Menyatukan Gizi, Pendidikan,
dan Gotong Royong
![]() |
Sumber : Dok. Pribadi |
Apa yang membuat program ini
menarik bukan sekadar bentuk bantuan ekonomi, tetapi bagaimana Farid
menghubungkan gizi dan pendidikan dalam satu alur. Sekolah alam yang dirancang
pun menanamkan kegiatan berkebun, panen, dan pengolahan sayur sebagai bagian dari
kurikulum nonformal. Anak-anak tidak hanya belajar membaca dan berhitung, tapi
juga belajar menanam, merawat, dan memetik hasil buminya sendiri.
Dengan cara ini, Farid
mengedukasi generasi muda mengenai pentingnya gizi seimbang — karena anak yang
cukup asupan sayur dan vitamin akan lebih sehat dan lebih siap belajar. Sekolah
pun menjadi komunitas kecil yang mandiri: kegiatan gotong royong tanam-menyulam
hingga panen disatukan dalam aktivitas sehari-hari.
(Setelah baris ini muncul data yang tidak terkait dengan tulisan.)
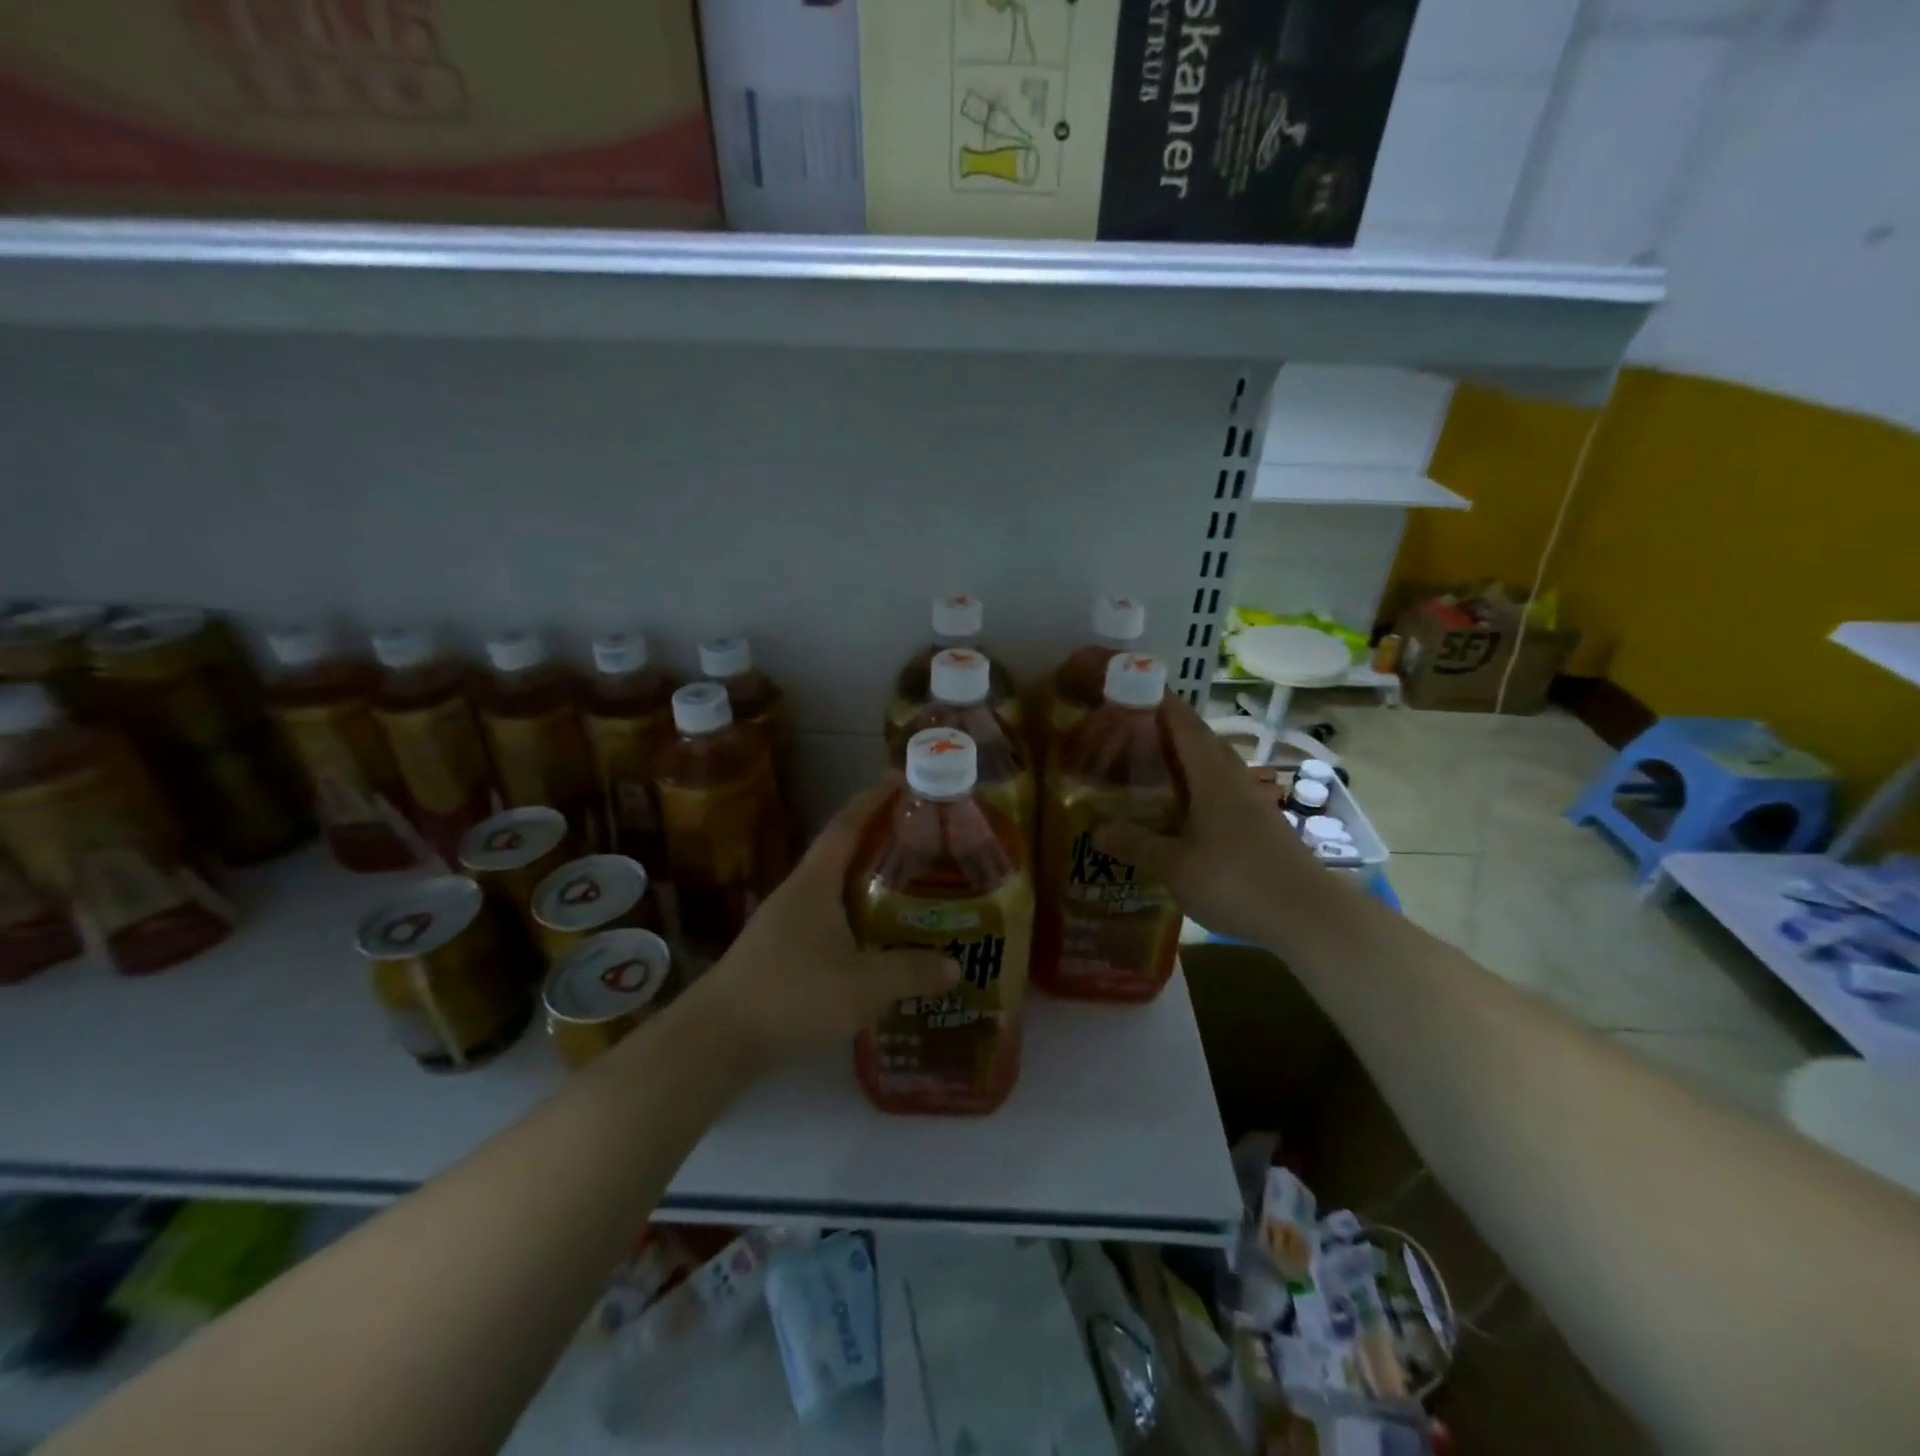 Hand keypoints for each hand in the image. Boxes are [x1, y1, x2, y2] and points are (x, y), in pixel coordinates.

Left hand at [697, 778, 959, 1064]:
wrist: (718, 1038)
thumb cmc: (792, 996)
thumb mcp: (862, 986)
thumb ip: (911, 973)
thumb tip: (955, 966)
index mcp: (816, 882)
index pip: (847, 824)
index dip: (873, 798)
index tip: (901, 777)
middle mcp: (799, 891)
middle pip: (842, 849)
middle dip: (879, 835)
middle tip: (923, 835)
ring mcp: (785, 919)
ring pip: (834, 884)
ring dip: (867, 875)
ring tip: (909, 881)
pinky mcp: (781, 947)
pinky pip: (827, 913)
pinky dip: (855, 910)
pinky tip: (875, 933)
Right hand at [1094, 695, 1317, 944]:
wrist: (1308, 916)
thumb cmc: (1236, 882)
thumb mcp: (1175, 867)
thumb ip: (1136, 845)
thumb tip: (1096, 830)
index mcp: (1211, 777)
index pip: (1183, 724)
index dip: (1158, 702)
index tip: (1131, 686)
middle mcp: (1234, 779)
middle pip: (1200, 739)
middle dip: (1167, 727)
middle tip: (1130, 729)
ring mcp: (1251, 802)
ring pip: (1214, 765)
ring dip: (1185, 757)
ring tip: (1150, 764)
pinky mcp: (1260, 824)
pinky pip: (1222, 790)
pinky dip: (1197, 786)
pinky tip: (1182, 809)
Lebih dari itu, Farid melibatkan
masyarakat desa secara aktif. Petani, orang tua siswa, hingga relawan ikut
terlibat menanam, merawat, dan memanen bersama. Nilai kebersamaan itu tumbuh,
bukan sebagai aktivitas insidental, tapi sebagai bagian dari identitas desa.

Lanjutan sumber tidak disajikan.